(Dataset entries)
:::
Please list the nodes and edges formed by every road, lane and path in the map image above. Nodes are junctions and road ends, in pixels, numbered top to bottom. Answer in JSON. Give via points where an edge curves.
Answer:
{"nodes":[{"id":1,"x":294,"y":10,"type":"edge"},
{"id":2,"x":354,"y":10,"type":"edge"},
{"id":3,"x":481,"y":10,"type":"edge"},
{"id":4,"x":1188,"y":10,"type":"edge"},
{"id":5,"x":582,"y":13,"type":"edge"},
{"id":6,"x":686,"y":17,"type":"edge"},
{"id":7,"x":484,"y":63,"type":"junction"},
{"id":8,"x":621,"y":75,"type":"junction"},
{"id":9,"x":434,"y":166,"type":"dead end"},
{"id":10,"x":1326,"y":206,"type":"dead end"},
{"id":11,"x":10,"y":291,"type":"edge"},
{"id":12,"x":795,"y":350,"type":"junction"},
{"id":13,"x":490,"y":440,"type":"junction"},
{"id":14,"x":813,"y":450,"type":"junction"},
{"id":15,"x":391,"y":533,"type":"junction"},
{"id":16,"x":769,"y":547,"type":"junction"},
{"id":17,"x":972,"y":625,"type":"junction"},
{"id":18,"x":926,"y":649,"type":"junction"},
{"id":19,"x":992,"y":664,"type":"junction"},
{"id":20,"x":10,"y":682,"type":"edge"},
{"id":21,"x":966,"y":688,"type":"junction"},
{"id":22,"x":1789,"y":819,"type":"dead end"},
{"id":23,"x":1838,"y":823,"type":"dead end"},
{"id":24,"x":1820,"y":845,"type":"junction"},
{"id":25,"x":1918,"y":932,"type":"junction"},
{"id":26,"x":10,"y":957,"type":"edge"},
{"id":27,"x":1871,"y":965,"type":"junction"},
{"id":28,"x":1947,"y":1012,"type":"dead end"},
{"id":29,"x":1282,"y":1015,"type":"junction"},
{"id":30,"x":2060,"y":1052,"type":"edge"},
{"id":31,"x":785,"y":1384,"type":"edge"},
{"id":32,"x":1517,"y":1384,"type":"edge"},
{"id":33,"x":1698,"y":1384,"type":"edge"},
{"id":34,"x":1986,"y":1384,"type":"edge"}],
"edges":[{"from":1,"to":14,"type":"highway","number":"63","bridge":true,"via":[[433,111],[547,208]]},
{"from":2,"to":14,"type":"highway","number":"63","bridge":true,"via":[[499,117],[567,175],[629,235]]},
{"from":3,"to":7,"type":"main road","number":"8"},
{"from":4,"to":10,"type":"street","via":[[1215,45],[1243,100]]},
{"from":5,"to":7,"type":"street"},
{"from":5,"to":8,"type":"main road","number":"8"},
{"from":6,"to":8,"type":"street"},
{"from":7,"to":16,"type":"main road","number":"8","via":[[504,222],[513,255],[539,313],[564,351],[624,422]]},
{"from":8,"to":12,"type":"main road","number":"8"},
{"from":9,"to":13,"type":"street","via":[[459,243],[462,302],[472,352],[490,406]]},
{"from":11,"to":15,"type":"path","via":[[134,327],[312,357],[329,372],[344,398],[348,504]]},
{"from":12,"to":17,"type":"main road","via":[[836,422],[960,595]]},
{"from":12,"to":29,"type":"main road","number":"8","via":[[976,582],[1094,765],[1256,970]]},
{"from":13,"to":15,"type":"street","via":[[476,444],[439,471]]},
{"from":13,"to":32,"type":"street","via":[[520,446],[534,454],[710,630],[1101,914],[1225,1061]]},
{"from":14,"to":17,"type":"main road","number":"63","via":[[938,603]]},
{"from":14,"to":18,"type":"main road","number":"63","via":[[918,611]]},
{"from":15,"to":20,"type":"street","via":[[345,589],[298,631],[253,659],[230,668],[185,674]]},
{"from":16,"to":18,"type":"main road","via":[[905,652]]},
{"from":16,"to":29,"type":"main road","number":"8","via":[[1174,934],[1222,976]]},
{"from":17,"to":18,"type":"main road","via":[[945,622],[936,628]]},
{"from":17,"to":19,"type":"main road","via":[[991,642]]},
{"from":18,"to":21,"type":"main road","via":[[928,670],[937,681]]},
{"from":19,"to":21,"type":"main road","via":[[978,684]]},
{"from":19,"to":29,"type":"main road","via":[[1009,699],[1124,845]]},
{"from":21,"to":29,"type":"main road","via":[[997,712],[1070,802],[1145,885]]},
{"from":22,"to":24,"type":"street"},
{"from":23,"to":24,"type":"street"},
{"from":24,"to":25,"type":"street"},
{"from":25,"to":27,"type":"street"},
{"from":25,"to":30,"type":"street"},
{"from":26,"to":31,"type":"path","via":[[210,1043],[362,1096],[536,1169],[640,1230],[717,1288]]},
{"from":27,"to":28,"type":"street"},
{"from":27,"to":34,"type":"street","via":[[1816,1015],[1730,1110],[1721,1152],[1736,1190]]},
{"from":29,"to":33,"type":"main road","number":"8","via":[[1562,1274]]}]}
:::
- **What needs to be done**
Word for word, restate the entries that appear above.

- **Answer to this problem**
Please list the nodes and edges formed by every road, lane and path in the map image above. Nodes are junctions and road ends, in pixels, numbered top to bottom. Answer in JSON. Give via points where an edge curves.
Answer:
{"nodes":[{"id":1,"x":294,"y":10,"type":"edge"},
{"id":2,"x":354,"y":10,"type":"edge"},
{"id":3,"x":481,"y":10,"type":"edge"},
{"id":4,"x":1188,"y":10,"type":"edge"},
{"id":5,"x":582,"y":13,"type":"edge"},
{"id":6,"x":686,"y":17,"type":"edge"},
{"id":7,"x":484,"y":63,"type":"junction"},
{"id":8,"x":621,"y":75,"type":"junction"},
{"id":9,"x":434,"y":166,"type":"dead end"},
{"id":10,"x":1326,"y":206,"type":"dead end"},
{"id":11,"x":10,"y":291,"type":"edge"},
{"id":12,"x":795,"y":350,"type":"junction"},
{"id":13,"x":490,"y":440,"type":"junction"},
{"id":14,"x":813,"y":450,"type":"junction"},
{"id":15,"x":391,"y":533,"type":"junction"},
{"id":16,"x":769,"y":547,"type":"junction"},
{"id":17,"x":972,"y":625,"type":"junction"},
{"id":18,"x":926,"y":649,"type":"junction"},
{"id":19,"x":992,"y":664,"type":"junction"},
{"id":20,"x":10,"y":682,"type":"edge"},
{"id":21,"x":966,"y":688,"type":"junction"},
{"id":22,"x":1789,"y":819,"type":"dead end"},
{"id":23,"x":1838,"y":823,"type":"dead end"},
{"id":24,"x":1820,"y":845,"type":"junction"},
{"id":25,"x":1918,"y":932,"type":"junction"},
{"id":26,"x":10,"y":957,"type":"edge"},
{"id":27,"x":1871,"y":965,"type":"junction"},
{"id":28,"x":1947,"y":1012,"type":"dead end"},
{"id":29,"x":1282,"y":1015,"type":"junction"},
{"id":30,"x":2060,"y":1052,"type":"edge"},
{"id":31,"x":785,"y":1384,"type":"edge"},
{"id":32,"x":1517,"y":1384,"type":"edge"},
{"id":33,"x":1698,"y":1384,"type":"edge"},
{"id":34,"x":1986,"y":1384,"type":"edge"}],
"edges":[{"from":1,"to":14,"type":"highway","number":"63","bridge":true,"via":[[433,111],[547,208]]},
{"from":2,"to":14,"type":"highway","number":"63","bridge":true,"via":[[499,117],[567,175],[629,235]]},
{"from":3,"to":7,"type":"main road","number":"8"},
{"from":4,"to":10,"type":"street","via":[[1215,45],[1243,100]]},
{"from":5,"to":7,"type":"street"},
{"from":5,"to":8,"type":"main road","number":"8"},
{"from":6,"to":8,"type":"street"},
{"from":7,"to":16,"type":"main road","number":"8","via":[[504,222],[513,255],[539,313],[564,351],[624,422]]},
{"from":8,"to":12,"type":"main road","number":"8"},
{"from":9,"to":13,"type":"street","via":[[459,243],[462,302],[472,352],[490,406]]},
{"from":11,"to":15,"type":"path","via":[[134,327],[312,357],[329,372],[344,398],[348,504]]},
{"from":12,"to":17,"type":"main road","via":[[836,422],[960,595]]},
{"from":12,"to":29,"type":"main road","number":"8","via":[[976,582],[1094,765],[1256,970]]},
{"from":13,"to":15,"type":"street","via":[[476,444],[439,471]]},
{"from":13,"to":32,"type":"street","via":[[520,446],[534,454],[710,630],[1101,914],[1225,1061]]},
{"from":14,"to":17,"type":"main road","number":"63","via":[[938,603]]},
{"from":14,"to":18,"type":"main road","number":"63","via":[[918,611]]},
{"from":15,"to":20,"type":"street","via":[[345,589],[298,631],[253,659],[230,668],[185,674]]},
{"from":16,"to":18,"type":"main road","via":[[905,652]]},
{"from":16,"to":29,"type":"main road","number":"8","via":[[1174,934],[1222,976]]},
{"from":17,"to":18,"type":"main road","via":[[945,622],[936,628]]},
{"from":17,"to":19,"type":"main road","via":[[991,642]]},
{"from":18,"to":21,"type":"main road","via":[[928,670],[937,681]]},
{"from":19,"to":21,"type":"main road","via":[[978,684]]},
{"from":19,"to":29,"type":"main road","via":[[1009,699],[1124,845]]},
{"from":21,"to":29,"type":"main road","via":[[997,712],[1070,802],[1145,885]]},
{"from":22,"to":24,"type":"street"},
{"from":23,"to":24,"type":"street"},
{"from":24,"to":25,"type":"street"},
{"from":25,"to":27,"type":"street"},
{"from":25,"to":30,"type":"street"},
{"from":26,"to":31,"type":"path","via":[[210,1043],[362,1096],[536,1169],[640,1230],[717,1288]]},
{"from":27,"to":28,"type":"street"},
{"from":27,"to":34,"type":"street","via":[[1816,1015],[1730,1110],[1721,1152],[1736,1190]]},
{"from":29,"to":33,"type":"main road","number":"8","via":[[1562,1274]]}]}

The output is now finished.